=== Begin Enclosure ===

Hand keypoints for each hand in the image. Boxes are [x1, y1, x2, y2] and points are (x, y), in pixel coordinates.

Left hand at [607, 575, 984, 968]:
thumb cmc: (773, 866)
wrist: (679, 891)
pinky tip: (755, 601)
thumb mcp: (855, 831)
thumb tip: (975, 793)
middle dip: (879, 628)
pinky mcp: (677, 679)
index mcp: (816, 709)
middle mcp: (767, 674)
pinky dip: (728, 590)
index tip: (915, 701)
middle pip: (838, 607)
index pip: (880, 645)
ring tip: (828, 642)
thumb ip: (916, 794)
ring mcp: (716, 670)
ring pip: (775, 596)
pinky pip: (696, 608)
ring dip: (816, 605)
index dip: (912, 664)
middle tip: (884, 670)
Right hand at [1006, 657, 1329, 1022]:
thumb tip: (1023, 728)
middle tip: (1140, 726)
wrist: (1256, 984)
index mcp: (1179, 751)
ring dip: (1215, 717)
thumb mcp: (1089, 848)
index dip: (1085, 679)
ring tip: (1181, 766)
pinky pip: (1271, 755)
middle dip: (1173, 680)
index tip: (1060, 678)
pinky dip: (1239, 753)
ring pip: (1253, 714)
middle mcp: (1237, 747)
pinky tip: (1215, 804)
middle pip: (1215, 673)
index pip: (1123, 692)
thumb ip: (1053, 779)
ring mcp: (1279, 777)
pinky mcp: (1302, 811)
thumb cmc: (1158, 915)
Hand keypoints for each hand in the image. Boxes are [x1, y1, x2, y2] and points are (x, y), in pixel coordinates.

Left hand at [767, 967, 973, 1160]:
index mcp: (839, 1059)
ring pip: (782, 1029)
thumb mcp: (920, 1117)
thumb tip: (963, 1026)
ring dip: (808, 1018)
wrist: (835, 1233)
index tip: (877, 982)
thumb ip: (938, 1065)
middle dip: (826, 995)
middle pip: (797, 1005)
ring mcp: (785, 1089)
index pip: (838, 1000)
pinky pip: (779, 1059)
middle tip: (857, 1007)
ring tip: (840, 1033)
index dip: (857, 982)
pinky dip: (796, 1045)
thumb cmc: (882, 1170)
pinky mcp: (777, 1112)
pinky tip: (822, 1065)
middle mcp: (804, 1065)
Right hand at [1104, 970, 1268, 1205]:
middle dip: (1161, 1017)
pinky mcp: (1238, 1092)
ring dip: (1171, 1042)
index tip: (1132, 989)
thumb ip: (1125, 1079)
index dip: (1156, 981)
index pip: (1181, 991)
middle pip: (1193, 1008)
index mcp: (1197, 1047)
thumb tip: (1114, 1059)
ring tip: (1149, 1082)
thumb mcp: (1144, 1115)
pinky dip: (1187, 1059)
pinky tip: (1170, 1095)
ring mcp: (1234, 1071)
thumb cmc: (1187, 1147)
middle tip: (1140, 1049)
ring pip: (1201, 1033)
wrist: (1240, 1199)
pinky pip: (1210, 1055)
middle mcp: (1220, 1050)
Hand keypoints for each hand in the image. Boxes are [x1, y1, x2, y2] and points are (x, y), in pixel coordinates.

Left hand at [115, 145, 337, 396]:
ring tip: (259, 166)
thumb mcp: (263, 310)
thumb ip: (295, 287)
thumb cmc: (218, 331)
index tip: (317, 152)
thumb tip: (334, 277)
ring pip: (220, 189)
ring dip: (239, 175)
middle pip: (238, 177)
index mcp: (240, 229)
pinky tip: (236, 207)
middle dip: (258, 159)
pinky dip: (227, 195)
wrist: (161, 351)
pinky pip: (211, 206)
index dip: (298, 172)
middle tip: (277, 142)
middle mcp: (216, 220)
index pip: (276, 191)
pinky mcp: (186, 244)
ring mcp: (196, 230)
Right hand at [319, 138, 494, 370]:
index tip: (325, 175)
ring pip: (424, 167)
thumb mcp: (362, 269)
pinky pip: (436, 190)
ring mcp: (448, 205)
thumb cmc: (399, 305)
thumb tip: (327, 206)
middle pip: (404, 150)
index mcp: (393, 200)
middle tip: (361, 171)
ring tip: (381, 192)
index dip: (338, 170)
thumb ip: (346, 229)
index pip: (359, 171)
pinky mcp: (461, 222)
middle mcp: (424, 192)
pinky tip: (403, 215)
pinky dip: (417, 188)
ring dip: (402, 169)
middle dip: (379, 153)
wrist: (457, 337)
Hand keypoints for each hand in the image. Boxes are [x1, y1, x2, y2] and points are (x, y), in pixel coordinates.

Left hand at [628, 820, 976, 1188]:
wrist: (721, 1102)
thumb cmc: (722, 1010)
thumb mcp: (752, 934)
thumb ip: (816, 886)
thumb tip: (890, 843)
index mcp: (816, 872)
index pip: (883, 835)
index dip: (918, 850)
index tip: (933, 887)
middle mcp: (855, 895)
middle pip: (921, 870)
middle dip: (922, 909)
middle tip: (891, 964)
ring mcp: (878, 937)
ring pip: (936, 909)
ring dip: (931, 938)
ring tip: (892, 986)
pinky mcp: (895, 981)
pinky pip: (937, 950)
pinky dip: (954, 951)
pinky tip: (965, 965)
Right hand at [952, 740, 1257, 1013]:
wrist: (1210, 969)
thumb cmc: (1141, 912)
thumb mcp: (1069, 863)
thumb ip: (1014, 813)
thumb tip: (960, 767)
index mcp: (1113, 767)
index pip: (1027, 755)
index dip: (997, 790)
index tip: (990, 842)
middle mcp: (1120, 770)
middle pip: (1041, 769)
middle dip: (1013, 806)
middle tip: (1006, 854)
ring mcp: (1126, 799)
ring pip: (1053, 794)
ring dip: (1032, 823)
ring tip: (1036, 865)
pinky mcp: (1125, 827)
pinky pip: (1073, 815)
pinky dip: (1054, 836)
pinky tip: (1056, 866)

=== End Enclosure ===

ACTIVITY ▸ Write out every record, exactly as written.

OUTPUT BELOW ▸
Hand keypoints for each hand in the image. Boxes are [x1, y1, x2, y2] and points are (x, y), in pixel coordinates.

Left hand at [607, 575, 984, 968]:
thumb cmc: (773, 866)
wrist: (679, 891)
pinky tip: (755, 601)
thumb mcp: (855, 831)
thumb tip: (975, 793)
middle dip: (879, 628)
pinky mcp: (677, 679)
index mcp: (816, 709)
middle mcp: (767, 674)
pinky dip: (728, 590)
index tip: (915, 701)
middle pip: (838, 607)
index pip: (880, 645)
ring tip: (828, 642)
thumb ip: (916, 794)
ring mcp: (716, 670)
ring pip: (775, 596)
pinky pip: (696, 608)
ring dip: (816, 605)
index dip: (912, 664)
middle tip: (884, 670)
Right hand at [1006, 657, 1329, 1022]:
thumb tip: (1023, 728)
middle tip: (1140, 726)
wrist: (1256, 984)
index mcp: (1179, 751)
ring dip: (1215, 717)
thumb mcp: (1089, 848)
index dip: (1085, 679)
ring tip: (1181, 766)
pinky pip: (1271, 755)
middle dip: (1173, 680)
index tip: (1060, 678)
pinky dip: (1239, 753)
ring pip: (1253, 714)
middle mcp: (1237, 747)
pinky tip: (1215, 804)
middle pip: (1215, 673)
index pip: (1123, 692)
thumb ip: (1053, 779)
ring mcp: (1279, 777)
pinky mcp: (1302, 811)
thumb cmc: (1158, 915)
Hand keypoints for each hand in the image. Boxes are [x1, y1, x2, y2] and points are (x, y), in pixel coordinates.

Left hand at [767, 967, 973, 1160]:
index mcp: (839, 1059)
ring pip: (782, 1029)
thumb mcp: (920, 1117)
thumb tip: (963, 1026)
ring dip: (808, 1018)
wrist: (835, 1233)
index tip: (877, 982)
thumb ip: (938, 1065)
middle dip: (826, 995)
middle pip: (797, 1005)
ring mcp: (785, 1089)
index pip: (838, 1000)
pinky pip: (779, 1059)
middle tip: (857, 1007)
ring tip: (840, 1033)
index dip: (857, 982)
pinky dip: (796, 1045)
thumb cmc: (882, 1170)
pinky mcp: (777, 1112)
pinky tip: (822, 1065)
middle mcp: (804, 1065)
Right hand at [1104, 970, 1268, 1205]:
middle dip: (1161, 1017)
pinky mcp: (1238, 1092)
ring dip: (1171, 1042)
index tip: (1132, 989)
thumb ip: (1125, 1079)
index dip: (1156, 981)
index pip: (1181, 991)
middle pip: (1193, 1008)
index mcp: (1197, 1047)
thumb tip: (1114, 1059)
ring tip: (1149, 1082)
thumb mcp: (1144, 1115)
pinky dip: (1187, 1059)
pinky tip: (1170, 1095)
ring mcp: (1234, 1071)
thumb cmc: (1187, 1147)
middle tip: (1140, 1049)
ring pip: (1201, 1033)
wrist: (1240, 1199)
pinky pip: (1210, 1055)
middle mcp: (1220, 1050)
Hand keypoints for each hand in the image. Boxes are [x1, y1, x2, y2] and points are (x, y), in pixel coordinates.

Left hand at [115, 145, 337, 396]:
ring tip: (259, 166)
thumb mcp: (263, 310)
thumb ip: (295, 287)
thumb cmc: (218, 331)
index tip: (317, 152)
thumb tip: (334, 277)
ring pip: (220, 189)
ring dip: (239, 175)
middle pip: (238, 177)
index mcp: (240, 229)
pinky tip: (236, 207)
middle dip: (258, 159)
pinky dip: (227, 195)
wrist: (161, 351)
pinky pip: (211, 206)
index dip: (298, 172)
middle tip: (277, 142)
middle mcp: (216, 220)
index pip: (276, 191)
pinky mcp: (186, 244)
ring mcp: (196, 230)
Right hand at [319, 138, 494, 370]:
index tip: (325, 175)
ring pip: (424, 167)
thumb mcp: (362, 269)
pinky pip: (436, 190)
ring mcp: (448, 205)
thumb cmc: (399, 305)
thumb tip: (327, 206)
middle pip: (404, 150)
index mcp: (393, 200)
middle tip: (361, 171)
ring tip: (381, 192)
index dip: (338, 170)
thumb ip: (346, 229)
index pip: (359, 171)
pinky mcp: (461, 222)
middle mcp: (424, 192)
pinky tip: (403, 215)
pinky dip: (417, 188)
ring dip: (402, 169)
middle dip: (379, 153)
wrist: (457, 337)
Hand keypoints for each hand in the image. Boxes are [x1, y1, x2, y2] and points are (x, y), in pixel coordinates.

Left hand at [628, 820, 976, 1188]:
wrist: (721, 1102)
thumb cmc: (722, 1010)
thumb mcp: (752, 934)
thumb ip: (816, 886)
thumb tip: (890, 843)
index mcp: (816, 872)
index pip: (883, 835)
index dip: (918, 850)
index tip: (933, 887)
middle mcp: (855, 895)
middle pip: (921, 870)
middle dip: (922, 909)
middle tip: (891, 964)
ring mcp: (878, 937)
ring pip: (936, 909)
ring dip: (931, 938)
ring tip: (892, 986)
pinky mcp: (895, 981)
pinky pip: (937, 950)
pinky dip: (954, 951)
pinky tip: (965, 965)
Right hand at [952, 740, 1257, 1013]:
wrist: (1210, 969)
thumb cmc: (1141, 912)
thumb mcp: (1069, 863)
thumb ip: (1014, 813)
thumb tip: (960, 767)
index mcp: (1113, 767)
index pip: (1027, 755)
index dip: (997, 790)
index tip: (990, 842)
middle mcp: (1120, 770)
middle pip: (1041, 769)
middle dip: (1013, 806)
middle tip: (1006, 854)
ring mcp: (1126, 799)
ring pip: (1053, 794)
ring dip: (1032, 823)
ring tip: (1036, 865)
pinky mcp: (1125, 827)
pinky pip: (1073, 815)
pinky dip: (1054, 836)
pinky tip: (1056, 866)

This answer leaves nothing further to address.